- Provided entries -
========================
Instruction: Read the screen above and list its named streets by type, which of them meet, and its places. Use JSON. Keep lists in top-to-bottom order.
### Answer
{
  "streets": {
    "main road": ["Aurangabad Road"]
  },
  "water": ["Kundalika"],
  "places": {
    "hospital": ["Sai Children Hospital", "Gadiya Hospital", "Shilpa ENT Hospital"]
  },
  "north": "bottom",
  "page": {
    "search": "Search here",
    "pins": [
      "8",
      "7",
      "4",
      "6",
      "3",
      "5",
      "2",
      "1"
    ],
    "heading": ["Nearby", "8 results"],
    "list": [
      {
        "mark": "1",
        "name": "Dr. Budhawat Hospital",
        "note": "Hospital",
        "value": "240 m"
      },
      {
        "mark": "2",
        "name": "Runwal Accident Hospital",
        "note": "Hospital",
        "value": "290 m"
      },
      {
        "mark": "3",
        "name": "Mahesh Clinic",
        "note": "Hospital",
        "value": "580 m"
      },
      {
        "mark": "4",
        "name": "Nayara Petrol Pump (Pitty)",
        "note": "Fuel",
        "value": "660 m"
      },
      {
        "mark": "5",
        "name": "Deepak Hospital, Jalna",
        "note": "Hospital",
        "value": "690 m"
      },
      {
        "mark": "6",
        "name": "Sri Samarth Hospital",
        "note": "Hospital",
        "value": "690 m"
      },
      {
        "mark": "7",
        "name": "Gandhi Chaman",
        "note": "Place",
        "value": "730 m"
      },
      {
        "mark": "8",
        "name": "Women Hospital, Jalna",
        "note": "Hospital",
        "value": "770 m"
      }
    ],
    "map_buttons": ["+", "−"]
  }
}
========================
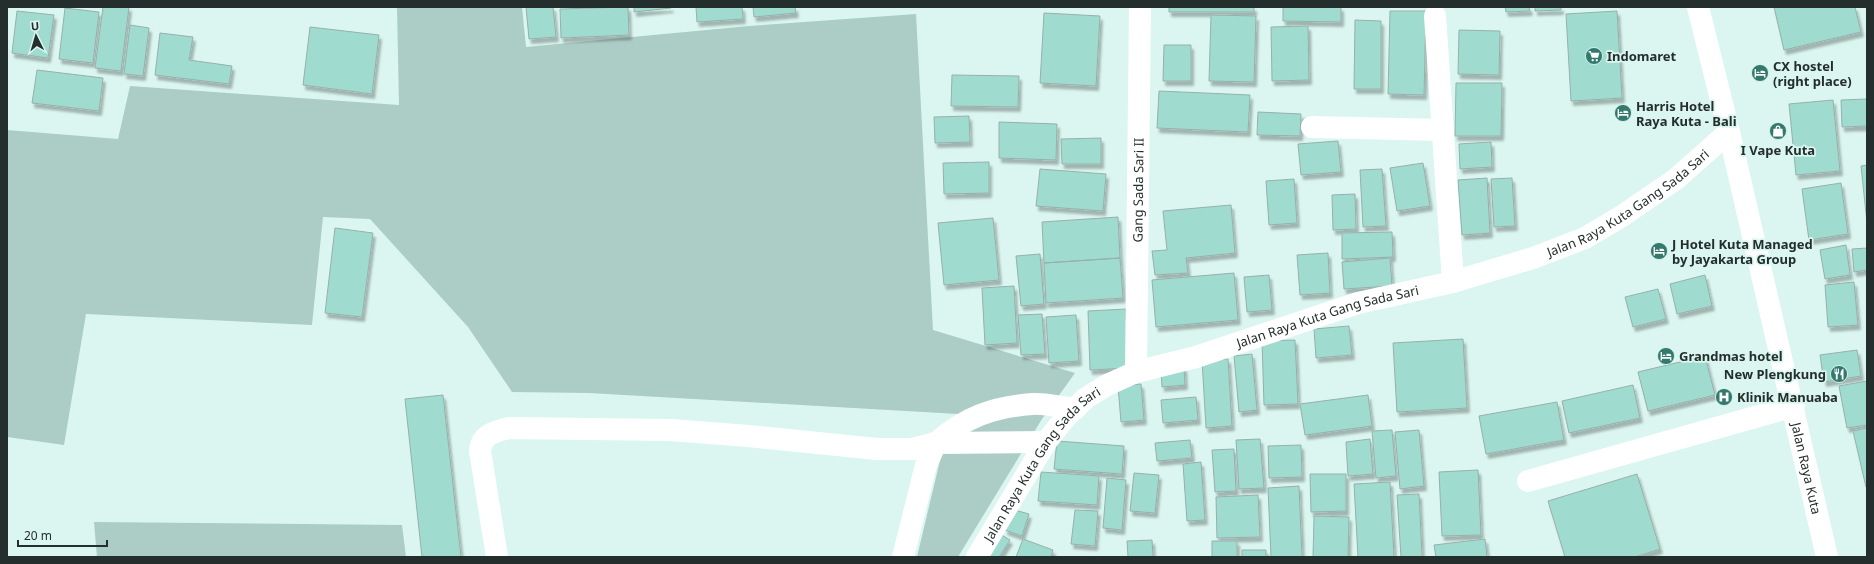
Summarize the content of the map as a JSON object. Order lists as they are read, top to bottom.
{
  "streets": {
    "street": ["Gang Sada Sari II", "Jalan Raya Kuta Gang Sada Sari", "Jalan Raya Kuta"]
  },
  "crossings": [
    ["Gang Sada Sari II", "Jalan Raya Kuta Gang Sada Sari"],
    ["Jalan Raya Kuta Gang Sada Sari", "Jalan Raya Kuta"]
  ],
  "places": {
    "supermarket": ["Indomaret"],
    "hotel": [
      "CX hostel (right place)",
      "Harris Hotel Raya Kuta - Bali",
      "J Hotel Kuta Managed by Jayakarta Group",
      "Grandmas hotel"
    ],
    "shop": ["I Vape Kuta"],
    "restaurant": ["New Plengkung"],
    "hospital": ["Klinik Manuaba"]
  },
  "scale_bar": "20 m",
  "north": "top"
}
========================
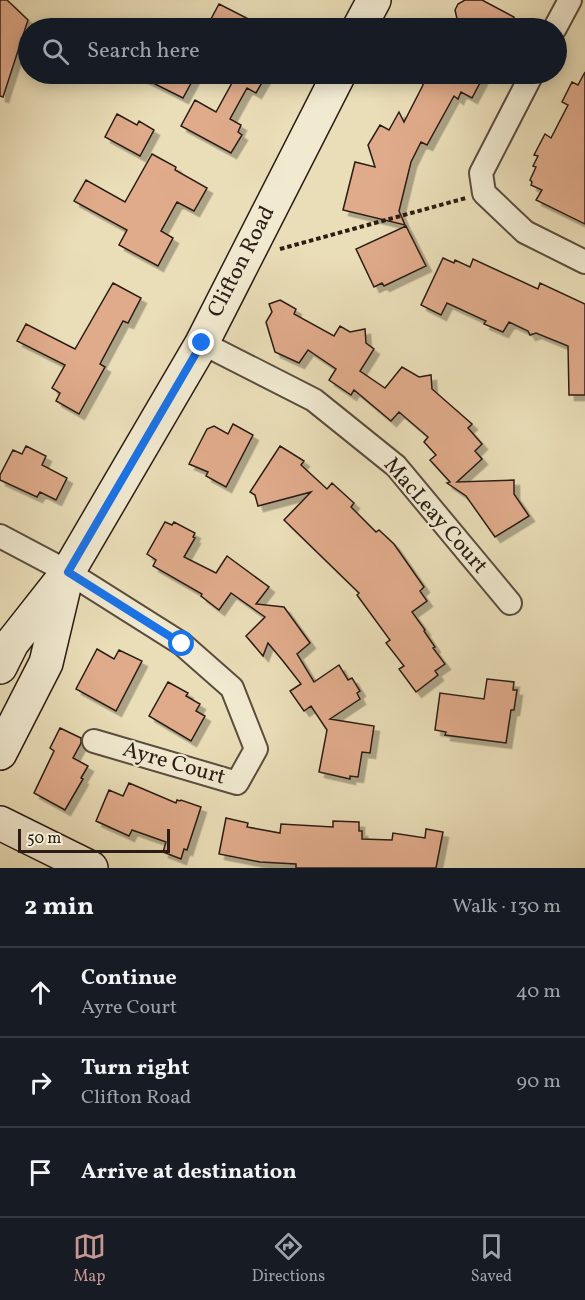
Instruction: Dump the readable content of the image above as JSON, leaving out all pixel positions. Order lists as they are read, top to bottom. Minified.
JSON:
========================
Report the total of lines above containing the string "Instruction", and write nothing besides it.

- The completed task -
2